In any orchard design an integrated approach to disease management should be adopted. It is unlikely that any single measure can contribute to scab management effectively all the time. Therefore, we believe that mixtures should be considered seriously as one component of an integrated disease management, especially for cider apple production. With the combination of both sexual and asexual reproduction, and the influence of a changing climate, it is difficult to predict accurately temporal pathogen dynamics with regards to virulence characteristics. Whilst breeding cultivars with durable resistance will remain the favourite and long-term goal, it is sensible to consider other alternatives of exploiting genetic diversity in scab resistance, such as the introduction of cultivar mixtures.
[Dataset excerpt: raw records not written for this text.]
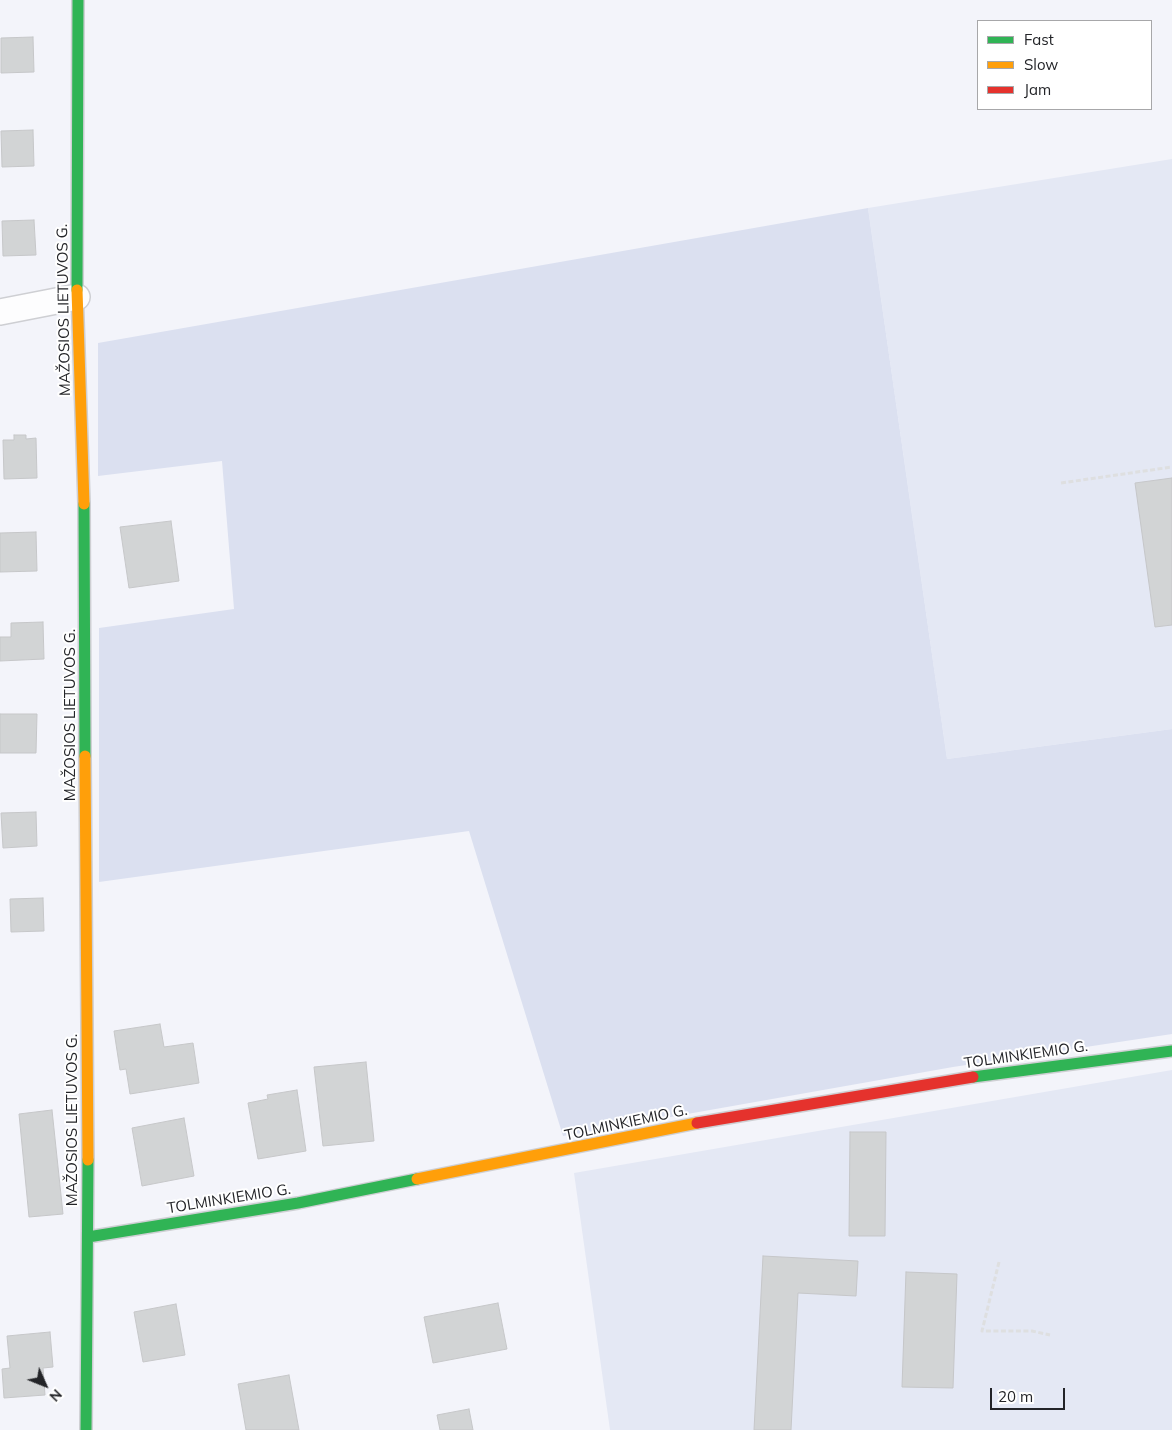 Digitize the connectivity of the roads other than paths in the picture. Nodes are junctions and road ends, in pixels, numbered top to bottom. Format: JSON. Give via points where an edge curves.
{"nodes":[{"id":1,"x":78,"y":0,"type":"edge"},
{"id":2,"x":77,"y":297,"type":"junction"},
{"id":3,"x":0,"y":312,"type":"edge"},
{"id":4,"x":1172,"y":1051,"type":"edge"},
{"id":5,"x":88,"y":1238,"type":"junction"},
{"id":6,"x":86,"y":1430,"type":"edge"}],
"edges":[{"from":1,"to":2,"type":"street","name":"MAŽOSIOS LIETUVOS G."},
{"from":2,"to":3,"type":"street"},
{"from":2,"to":5,"type":"street","name":"MAŽOSIOS LIETUVOS G.","via":[[84,487]]},
{"from":4,"to":5,"type":"street","name":"TOLMINKIEMIO G.","via":[[965,1078],[693,1124],[308,1201]]},
{"from":5,"to":6,"type":"street","name":"MAŽOSIOS LIETUVOS G."}]}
Future research into speed breeding of apples and the introgression of R gene pyramids within single cultivars will all improve breeding efficiency, contributing to disease management in the future.
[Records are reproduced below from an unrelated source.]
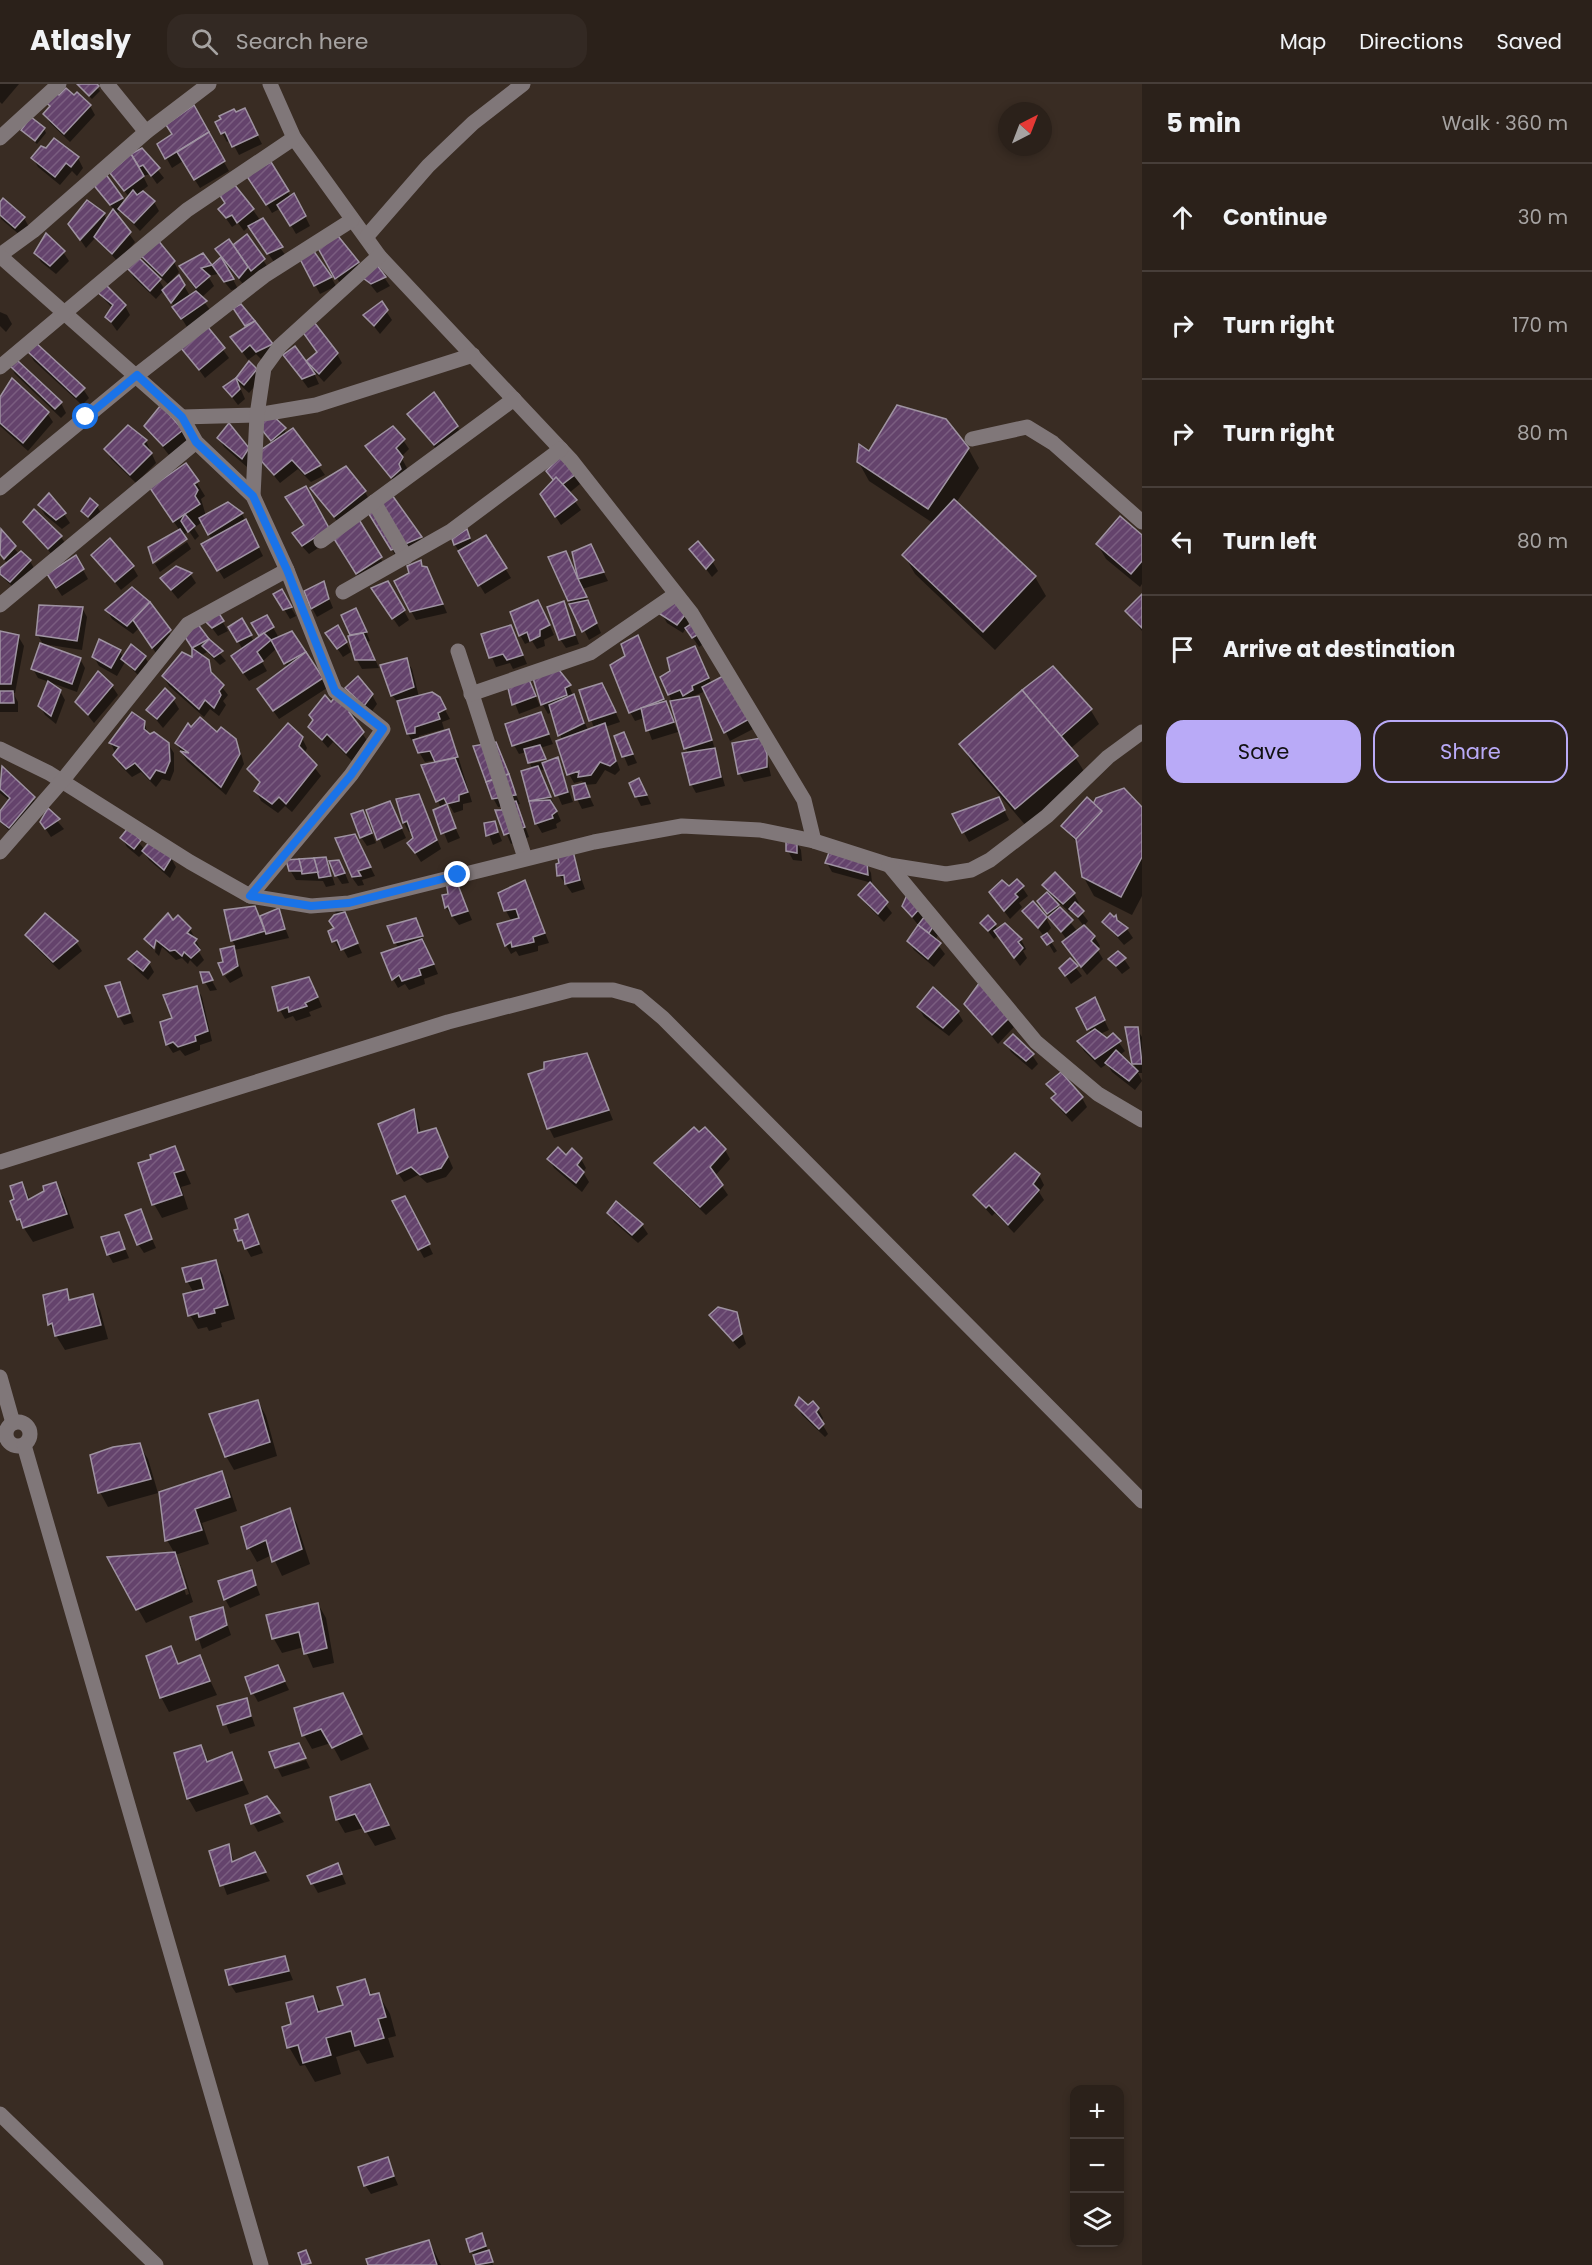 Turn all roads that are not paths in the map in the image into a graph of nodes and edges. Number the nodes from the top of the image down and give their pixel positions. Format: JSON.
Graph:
{"nodes":[{"id":1,"x":59,"y":84,"type":"edge"},
{"id":2,"x":107,"y":84,"type":"edge"},
{"id":3,"x":209,"y":84,"type":"edge"},
{"id":4,"x":270,"y":84,"type":"edge"},
{"id":5,"x":523,"y":84,"type":"edge"},
{"id":6,"x":146,"y":132,"type":"junction"},
{"id":7,"x":1,"y":135,"type":"edge"},
{"id":8,"x":294,"y":138,"type":"junction"},
{"id":9,"x":352,"y":220,"type":"junction"},
{"id":10,"x":367,"y":236,"type":"junction"},
{"id":11,"x":0,"y":256,"type":"edge"},
{"id":12,"x":380,"y":256,"type":"junction"},
{"id":13,"x":65,"y":312,"type":"junction"},
{"id":14,"x":473,"y":356,"type":"junction"},
{"id":15,"x":0,"y":367,"type":"edge"},
{"id":16,"x":137,"y":375,"type":"junction"},
{"id":17,"x":514,"y":399,"type":"junction"},
{"id":18,"x":257,"y":415,"type":"junction"},
{"id":19,"x":182,"y":417,"type":"junction"},
{"id":20,"x":972,"y":439,"type":"dead end"},
{"id":21,"x":196,"y":442,"type":"junction"},
{"id":22,"x":561,"y":449,"type":"junction"},
{"id":23,"x":0,"y":488,"type":"edge"},
{"id":24,"x":253,"y":496,"type":"junction"},
{"id":25,"x":374,"y":502,"type":"junction"},
{"id":26,"x":1142,"y":522,"type":"edge"},
{"id":27,"x":321,"y":541,"type":"dead end"},
{"id":28,"x":406,"y":557,"type":"junction"},
{"id":29,"x":287,"y":570,"type":"junction"},
{"id":30,"x":343,"y":592,"type":"dead end"},
{"id":31,"x":676,"y":594,"type":"junction"},
{"id":32,"x":0,"y":605,"type":"edge"},
{"id":33,"x":458,"y":651,"type":"dead end"},
{"id":34,"x":471,"y":694,"type":"junction"},
{"id":35,"x":1142,"y":732,"type":"edge"},
{"id":36,"x":0,"y":749,"type":"edge"},
{"id":37,"x":62,"y":781,"type":"junction"},
{"id":38,"x":814,"y":840,"type":"junction"},
{"id":39,"x":0,"y":852,"type":"edge"},
{"id":40,"x":525,"y":858,"type":"junction"},
{"id":41,"x":889,"y":865,"type":"junction"},
{"id":42,"x":250,"y":896,"type":"junction"},
{"id":43,"x":1142,"y":1120,"type":"edge"},
{"id":44,"x":0,"y":1162,"type":"edge"},
{"id":45,"x":0,"y":1377,"type":"edge"},
{"id":46,"x":13,"y":1423,"type":"junction"},
{"id":47,"x":3,"y":1439,"type":"edge"},
{"id":48,"x":24,"y":1445,"type":"junction"},
{"id":49,"x":1142,"y":1501,"type":"edge"},
{"id":50,"x":0,"y":2114,"type":"edge"},
{"id":51,"x":156,"y":2265,"type":"edge"},
{"id":52,"x":261,"y":2265,"type":"edge"}],
"edges":[{"from":1,"to":7,"type":"street"},
{"from":2,"to":6,"type":"street"},
{"from":3,"to":6,"type":"street"},
{"from":4,"to":8,"type":"street"},
{"from":5,"to":10,"type":"street"},
{"from":6,"to":11,"type":"street"},
{"from":8,"to":9,"type":"street"},
{"from":8,"to":13,"type":"street"},
{"from":9,"to":10,"type":"street"},
{"from":9,"to":16,"type":"street"},
{"from":10,"to":12,"type":"street"},
{"from":11,"to":13,"type":"street"},
{"from":12,"to":14,"type":"street"},
{"from":12,"to":18,"type":"street"},
{"from":13,"to":15,"type":"street"},
{"from":13,"to":16,"type":"street"},
{"from":14,"to":17,"type":"street"},
{"from":14,"to":18,"type":"street"},
{"from":16,"to":19,"type":"street"},
{"from":16,"to":23,"type":"street"},
{"from":17,"to":22,"type":"street"},
{"from":17,"to":25,"type":"street"},
{"from":18,"to":19,"type":"street"},
{"from":18,"to":24,"type":"street"},
{"from":19,"to":21,"type":"street"},
{"from":20,"to":26,"type":"street"},
{"from":21,"to":24,"type":"street"},
{"from":21,"to":32,"type":"street"},
{"from":22,"to":28,"type":"street"},
{"from":22,"to":31,"type":"street"},
{"from":24,"to":29,"type":"street"},
{"from":25,"to":27,"type":"street"},
{"from":25,"to":28,"type":"street"},
{"from":28,"to":30,"type":"street"},
{"from":29,"to":37,"type":"street"},
{"from":29,"to":42,"type":"street"},
{"from":31,"to":34,"type":"street"},
{"from":31,"to":38,"type":"street"},
{"from":33,"to":34,"type":"street"},
{"from":34,"to":40,"type":"street"},
{"from":35,"to":41,"type":"street"},
{"from":36,"to":37,"type":"street"},
{"from":37,"to":39,"type":"street"},
{"from":37,"to":42,"type":"street"},
{"from":38,"to":40,"type":"street"},
{"from":38,"to":41,"type":"street"},
{"from":40,"to":42,"type":"street"},
{"from":41,"to":43,"type":"street"},
{"from":44,"to":49,"type":"street"},
{"from":45,"to":46,"type":"street"},
{"from":46,"to":47,"type":"street"},
{"from":46,"to":48,"type":"street"},
{"from":47,"to":48,"type":"street"},
{"from":48,"to":52,"type":"street"},
{"from":50,"to":51,"type":"street"}]}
With the research already carried out into cultivar mixtures, it is clear that mixed cultivar orchards should be considered as a management strategy to reduce the incidence and severity of apple scab. However, further studies into how sex may be initiated will be crucial for estimating the likelihood of super race development within a given mixed orchard in addition to understanding the genetics of host resistance and pathogen virulence. Understanding whether sex can only occur before leaf-fall, or between lesions on the same leaf, will improve our ability of estimating the risk of super races emerging, hence the potential risks associated with using mixtures to suppress disease development. Another key component in using mixtures is to understand the nature of host resistance/susceptibility, which will enable us to select cultivars with complementary resistance for use in mixtures. We are currently conducting research at East Malling on sexual reproduction in V. inaequalis and the nature of host-pathogen interaction.